▶ [Activity]: What is needed is an exact copy of all the lines below.

▶ [Data for this task]:
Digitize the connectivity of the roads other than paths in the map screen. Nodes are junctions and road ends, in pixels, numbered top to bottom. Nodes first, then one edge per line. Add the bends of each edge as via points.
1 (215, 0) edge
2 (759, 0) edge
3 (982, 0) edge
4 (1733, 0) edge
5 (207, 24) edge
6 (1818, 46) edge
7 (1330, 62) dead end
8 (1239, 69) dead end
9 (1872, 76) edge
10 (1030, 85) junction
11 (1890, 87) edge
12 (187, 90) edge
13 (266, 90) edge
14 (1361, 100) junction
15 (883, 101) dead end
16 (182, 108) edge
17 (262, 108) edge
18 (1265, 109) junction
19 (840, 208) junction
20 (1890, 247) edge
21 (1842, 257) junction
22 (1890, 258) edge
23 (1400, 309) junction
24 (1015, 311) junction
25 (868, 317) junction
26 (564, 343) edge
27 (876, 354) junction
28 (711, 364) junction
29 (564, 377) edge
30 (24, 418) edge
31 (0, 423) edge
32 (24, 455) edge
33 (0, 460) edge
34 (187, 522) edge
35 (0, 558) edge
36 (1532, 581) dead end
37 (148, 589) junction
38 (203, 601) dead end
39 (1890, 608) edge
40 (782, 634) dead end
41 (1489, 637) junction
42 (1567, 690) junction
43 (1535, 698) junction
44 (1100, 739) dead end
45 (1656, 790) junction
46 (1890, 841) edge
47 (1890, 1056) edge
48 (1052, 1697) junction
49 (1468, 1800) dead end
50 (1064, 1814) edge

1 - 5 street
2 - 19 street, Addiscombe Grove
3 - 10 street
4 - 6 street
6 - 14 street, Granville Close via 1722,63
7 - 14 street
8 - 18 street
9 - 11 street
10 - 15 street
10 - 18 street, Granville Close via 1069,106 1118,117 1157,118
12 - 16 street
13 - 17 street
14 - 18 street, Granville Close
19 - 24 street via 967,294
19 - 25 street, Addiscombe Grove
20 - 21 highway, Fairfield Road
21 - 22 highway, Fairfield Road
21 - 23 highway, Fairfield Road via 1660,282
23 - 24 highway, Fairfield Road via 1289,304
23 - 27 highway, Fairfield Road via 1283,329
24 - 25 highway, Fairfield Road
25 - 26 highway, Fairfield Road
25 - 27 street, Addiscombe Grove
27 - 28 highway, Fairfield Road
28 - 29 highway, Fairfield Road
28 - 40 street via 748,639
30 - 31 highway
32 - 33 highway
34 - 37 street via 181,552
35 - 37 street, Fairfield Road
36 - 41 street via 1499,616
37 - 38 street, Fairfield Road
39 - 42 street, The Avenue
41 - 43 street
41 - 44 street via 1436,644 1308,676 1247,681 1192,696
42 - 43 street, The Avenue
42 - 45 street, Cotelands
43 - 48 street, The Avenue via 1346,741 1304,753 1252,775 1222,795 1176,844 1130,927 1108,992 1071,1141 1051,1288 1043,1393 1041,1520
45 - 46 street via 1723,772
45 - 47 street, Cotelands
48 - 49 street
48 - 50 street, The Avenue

▶ [Your response]:
Digitize the connectivity of the roads other than paths in the map screen. Nodes are junctions and road ends, in pixels, numbered top to bottom. Nodes first, then one edge per line. Add the bends of each edge as via points.
1 (215, 0) edge
2 (759, 0) edge
3 (982, 0) edge
4 (1733, 0) edge
5 (207, 24) edge
6 (1818, 46) edge
7 (1330, 62) dead end
8 (1239, 69) dead end
9 (1872, 76) edge
10 (1030, 85) junction
11 (1890, 87) edge
12 (187, 90) edge
13 (266, 90) edge
14 (1361, 100) junction
15 (883, 101) dead end
16 (182, 108) edge
17 (262, 108) edge
18 (1265, 109) junction
19 (840, 208) junction
20 (1890, 247) edge
21 (1842, 257) junction
22 (1890, 258) edge
23 (1400, 309) junction
24 (1015, 311) junction
25 (868, 317) junction
26 (564, 343) edge
27 (876, 354) junction
28 (711, 364) junction
29 (564, 377) edge
30 (24, 418) edge
31 (0, 423) edge
32 (24, 455) edge
33 (0, 460) edge
34 (187, 522) edge
35 (0, 558) edge
36 (1532, 581) dead end
37 (148, 589) junction
38 (203, 601) dead end
39 (1890, 608) edge
40 (782, 634) dead end
41 (1489, 637) junction
42 (1567, 690) junction
43 (1535, 698) junction
44 (1100, 739) dead end
45 (1656, 790) junction
46 (1890, 841) edge
47 (1890, 1056) edge
48 (1052, 1697) junction
49 (1468, 1800) dead end
50 (1064, 1814) edge

1 - 5 street
2 - 19 street, Addiscombe Grove
3 - 10 street
4 - 6 street
6 - 14 street, Granville Close via 1722,63
7 - 14 street
8 - 18 street
9 - 11 street
10 - 15 street
10 - 18 street, Granville Close via 1069,106 1118,117 1157,118
12 - 16 street
13 - 17 street
14 - 18 street, Granville Close
19 - 24 street via 967,294
19 - 25 street, Addiscombe Grove
20 - 21 highway, Fairfield Road
21 - 22 highway, Fairfield Road
21 - 23 highway, Fairfield Road via 1660,282
23 - 24 highway, Fairfield Road via 1289,304
23 - 27 highway, Fairfield Road via 1283,329
24 - 25 highway, Fairfield Road
25 - 26 highway, Fairfield Road
25 - 27 street, Addiscombe Grove
27 - 28 highway, Fairfield Road
28 - 29 highway, Fairfield Road
28 - 40 street via 748,639
30 - 31 highway
32 - 33 highway
34 - 37 street via 181,552
35 - 37 street, Fairfield Road
36 - 41 street via 1499,616
37 - 38 street, Fairfield Road
39 - 42 street, The Avenue
41 - 43 street
41 - 44 street via 1436,644 1308,676 1247,681 1192,696
42 - 43 street, The Avenue
42 - 45 street, Cotelands
43 - 48 street, The Avenue via 1346,741 1304,753 1252,775 1222,795 1176,844 1130,927 1108,992 1071,1141 1051,1288 1043,1393 1041,1520
45 - 46 street via 1723,772
45 - 47 street, Cotelands
48 - 49 street
48 - 50 street, The Avenue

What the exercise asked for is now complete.